‘Remember the music we spoke about?’ I said. Of course he didn’t, he had no idea what I was talking about. ‘There was the sound of traffic, it was playing in the background—’
‘Oh yeah, I remember,’ he said, getting with the programme.
‘What happened?’ I asked. ‘Somebody was supposed to be drilling down, trying to identify it.’
‘I don’t know, I haven’t heard.’
‘Get on to it, will you? Make some calls.’
‘Sure,’ Bradley replied, offended by my tone, immediately getting as irritable as I was. ‘When do you need it by?’
‘Now,’ I replied. ‘A few hours ago would have been better.’
Hungry as hell, I was on my third stale candy bar from the mini-bar, and sitting in the chair, staring out at the town and thinking about the woman, when the phone rang. It was Bradley, and he said that the music was pretty much a bust.
‘They’ve filtered out the noise of the New York traffic,’ he said. The reference to New York was meaningless packaging. ‘And they’ve enhanced the music. It’s Turkish, of course. It seems it’s being played on a kaval—’
‘A what?’ I asked.
‘A kaval. A wind instrument, like a flute apparently – seven holes on top and one underneath; they’re the melody keys. It’s a folk thing. The story is that shepherds would use it to lead their flock.’
‘Great – we’re looking for a shepherd driving his sheep through rush-hour traffic,’ I said.
‘Not exactly,’ replied Bradley. ‘It’s pretty common – they say it’s very popular with folk-music groups.’
‘A kaval, huh? What was it playing on? A CD? Live? On the radio?’
‘After they took out the background noise and enhanced it, they lost what they call the signatures – they can’t tell.’
‘Christ! They don’t make it easy, do they?’

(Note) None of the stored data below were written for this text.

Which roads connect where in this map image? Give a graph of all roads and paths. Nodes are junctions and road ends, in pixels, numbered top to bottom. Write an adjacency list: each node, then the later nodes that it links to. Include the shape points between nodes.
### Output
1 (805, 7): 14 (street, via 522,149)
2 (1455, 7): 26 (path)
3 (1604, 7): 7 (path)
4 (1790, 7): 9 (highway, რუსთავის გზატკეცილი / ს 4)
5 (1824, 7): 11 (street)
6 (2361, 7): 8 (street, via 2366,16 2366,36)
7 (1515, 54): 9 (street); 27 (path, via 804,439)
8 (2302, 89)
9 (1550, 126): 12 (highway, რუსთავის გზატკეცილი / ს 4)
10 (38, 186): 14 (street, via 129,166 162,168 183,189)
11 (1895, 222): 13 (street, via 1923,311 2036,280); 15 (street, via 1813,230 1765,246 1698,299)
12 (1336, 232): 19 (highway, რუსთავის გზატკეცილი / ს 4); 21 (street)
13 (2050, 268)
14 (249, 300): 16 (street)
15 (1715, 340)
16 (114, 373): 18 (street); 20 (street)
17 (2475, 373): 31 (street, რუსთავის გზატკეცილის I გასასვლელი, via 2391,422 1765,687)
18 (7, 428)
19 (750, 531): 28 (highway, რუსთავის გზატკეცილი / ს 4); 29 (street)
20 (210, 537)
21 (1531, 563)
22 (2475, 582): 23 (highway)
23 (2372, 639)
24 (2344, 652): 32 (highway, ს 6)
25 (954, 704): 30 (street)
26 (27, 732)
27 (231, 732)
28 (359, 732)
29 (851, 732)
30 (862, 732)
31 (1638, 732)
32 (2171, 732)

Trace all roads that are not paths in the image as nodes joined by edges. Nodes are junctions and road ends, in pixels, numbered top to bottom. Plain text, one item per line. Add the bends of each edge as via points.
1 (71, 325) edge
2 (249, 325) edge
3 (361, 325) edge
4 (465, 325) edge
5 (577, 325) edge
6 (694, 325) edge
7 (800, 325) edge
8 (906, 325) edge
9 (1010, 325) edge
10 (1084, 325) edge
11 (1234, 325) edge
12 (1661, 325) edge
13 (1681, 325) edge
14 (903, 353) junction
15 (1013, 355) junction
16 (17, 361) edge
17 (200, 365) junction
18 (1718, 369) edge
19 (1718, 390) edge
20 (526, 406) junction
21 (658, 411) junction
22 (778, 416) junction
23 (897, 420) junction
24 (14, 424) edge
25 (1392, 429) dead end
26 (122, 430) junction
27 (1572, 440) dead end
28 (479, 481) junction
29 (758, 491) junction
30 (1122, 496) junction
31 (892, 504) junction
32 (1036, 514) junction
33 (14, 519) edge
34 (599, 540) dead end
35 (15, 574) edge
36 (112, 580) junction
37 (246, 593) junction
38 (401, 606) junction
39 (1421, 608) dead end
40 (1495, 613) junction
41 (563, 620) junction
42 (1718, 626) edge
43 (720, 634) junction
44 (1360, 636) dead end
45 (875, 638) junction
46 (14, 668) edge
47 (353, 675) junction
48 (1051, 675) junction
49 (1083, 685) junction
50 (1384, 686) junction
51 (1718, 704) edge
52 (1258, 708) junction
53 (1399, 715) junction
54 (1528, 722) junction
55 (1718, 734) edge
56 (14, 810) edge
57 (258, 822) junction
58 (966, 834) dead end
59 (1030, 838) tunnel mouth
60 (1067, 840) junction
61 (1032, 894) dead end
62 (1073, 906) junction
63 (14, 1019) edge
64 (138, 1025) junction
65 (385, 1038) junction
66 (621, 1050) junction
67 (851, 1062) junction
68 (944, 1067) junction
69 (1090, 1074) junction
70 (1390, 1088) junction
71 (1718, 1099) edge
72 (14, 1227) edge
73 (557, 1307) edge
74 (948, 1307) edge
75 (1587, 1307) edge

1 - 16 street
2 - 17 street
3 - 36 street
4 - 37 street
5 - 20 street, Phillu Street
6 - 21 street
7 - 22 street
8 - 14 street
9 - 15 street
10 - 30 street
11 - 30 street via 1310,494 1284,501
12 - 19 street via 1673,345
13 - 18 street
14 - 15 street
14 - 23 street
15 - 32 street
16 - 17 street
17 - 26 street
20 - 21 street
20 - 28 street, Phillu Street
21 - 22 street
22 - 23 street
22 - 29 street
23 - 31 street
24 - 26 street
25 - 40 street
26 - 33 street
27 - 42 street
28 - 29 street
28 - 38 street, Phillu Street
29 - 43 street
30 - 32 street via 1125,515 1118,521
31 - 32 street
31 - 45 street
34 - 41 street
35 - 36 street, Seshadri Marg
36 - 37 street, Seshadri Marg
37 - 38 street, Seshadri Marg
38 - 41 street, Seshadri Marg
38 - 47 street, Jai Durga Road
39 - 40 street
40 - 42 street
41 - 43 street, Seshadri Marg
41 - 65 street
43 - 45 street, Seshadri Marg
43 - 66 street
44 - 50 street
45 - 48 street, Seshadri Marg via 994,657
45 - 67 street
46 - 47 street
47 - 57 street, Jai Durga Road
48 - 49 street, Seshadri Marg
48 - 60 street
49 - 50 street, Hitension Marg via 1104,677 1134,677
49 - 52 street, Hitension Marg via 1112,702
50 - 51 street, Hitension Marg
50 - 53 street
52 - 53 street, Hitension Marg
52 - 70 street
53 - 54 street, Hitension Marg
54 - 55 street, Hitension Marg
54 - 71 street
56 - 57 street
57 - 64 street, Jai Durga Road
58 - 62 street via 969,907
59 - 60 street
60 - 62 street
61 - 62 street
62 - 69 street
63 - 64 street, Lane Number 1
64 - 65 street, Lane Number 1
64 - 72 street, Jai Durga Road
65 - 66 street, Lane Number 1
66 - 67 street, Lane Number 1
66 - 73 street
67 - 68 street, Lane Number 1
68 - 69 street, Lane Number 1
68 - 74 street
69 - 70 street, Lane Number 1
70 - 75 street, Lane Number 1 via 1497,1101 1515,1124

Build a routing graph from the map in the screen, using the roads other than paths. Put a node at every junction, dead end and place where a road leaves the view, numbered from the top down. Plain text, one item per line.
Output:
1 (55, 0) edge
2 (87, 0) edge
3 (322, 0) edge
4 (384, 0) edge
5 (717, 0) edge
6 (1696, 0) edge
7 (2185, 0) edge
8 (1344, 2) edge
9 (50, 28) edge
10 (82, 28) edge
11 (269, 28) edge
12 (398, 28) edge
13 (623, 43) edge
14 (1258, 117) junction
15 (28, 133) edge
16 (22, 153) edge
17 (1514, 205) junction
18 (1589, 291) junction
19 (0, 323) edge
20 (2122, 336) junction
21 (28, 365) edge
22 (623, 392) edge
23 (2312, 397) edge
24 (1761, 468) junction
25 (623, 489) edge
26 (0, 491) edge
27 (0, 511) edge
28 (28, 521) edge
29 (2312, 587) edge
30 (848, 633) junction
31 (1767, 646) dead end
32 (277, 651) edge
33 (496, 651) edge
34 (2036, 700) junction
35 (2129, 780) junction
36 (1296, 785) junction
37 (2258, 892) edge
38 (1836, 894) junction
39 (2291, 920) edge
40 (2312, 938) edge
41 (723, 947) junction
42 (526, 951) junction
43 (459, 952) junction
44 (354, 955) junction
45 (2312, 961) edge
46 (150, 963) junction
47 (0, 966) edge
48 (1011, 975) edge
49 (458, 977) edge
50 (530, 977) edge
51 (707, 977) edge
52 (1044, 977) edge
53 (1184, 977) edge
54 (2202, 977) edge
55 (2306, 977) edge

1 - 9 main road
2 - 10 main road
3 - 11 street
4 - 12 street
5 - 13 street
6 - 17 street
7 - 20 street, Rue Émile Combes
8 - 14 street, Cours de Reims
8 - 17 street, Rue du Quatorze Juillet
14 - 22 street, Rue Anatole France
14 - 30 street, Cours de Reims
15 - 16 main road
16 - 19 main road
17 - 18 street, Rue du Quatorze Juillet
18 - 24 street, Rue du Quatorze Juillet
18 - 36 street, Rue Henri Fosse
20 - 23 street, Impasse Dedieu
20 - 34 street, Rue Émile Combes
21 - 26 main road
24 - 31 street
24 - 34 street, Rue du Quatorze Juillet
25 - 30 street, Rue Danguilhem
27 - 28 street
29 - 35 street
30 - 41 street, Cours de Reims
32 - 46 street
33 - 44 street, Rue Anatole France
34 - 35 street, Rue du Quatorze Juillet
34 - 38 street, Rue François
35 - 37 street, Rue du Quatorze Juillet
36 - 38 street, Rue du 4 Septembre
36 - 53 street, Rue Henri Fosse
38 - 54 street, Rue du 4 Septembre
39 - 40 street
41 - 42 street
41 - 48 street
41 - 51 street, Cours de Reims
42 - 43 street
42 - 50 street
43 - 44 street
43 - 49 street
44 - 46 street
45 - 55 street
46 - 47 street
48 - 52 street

I looked across the rooftops and asked myself again: where had she been standing? Some place where you could hear traffic and music being played on a Turkish folk instrument called a kaval. Where?
‘Here’s another problem,’ Bradley continued. ‘They can’t identify the tune either. The sample’s not very big, but nobody seems to have heard it.’
‘That’s strange,’ I said. ‘You’d think if it was a folk tune, and with all their experts—’
‘Yeah, I guess.’
We were silent for a moment and, when it became clear there was nothing more to discuss, I broached another subject. ‘I’m sorry, Ben,’ I said.
‘For what?’
‘Being a dick.’
‘But you’ve always been a dick,’ he said, deadpan as always. ‘Anyway, I told our friends you were feeling the stress and starting to crack up.’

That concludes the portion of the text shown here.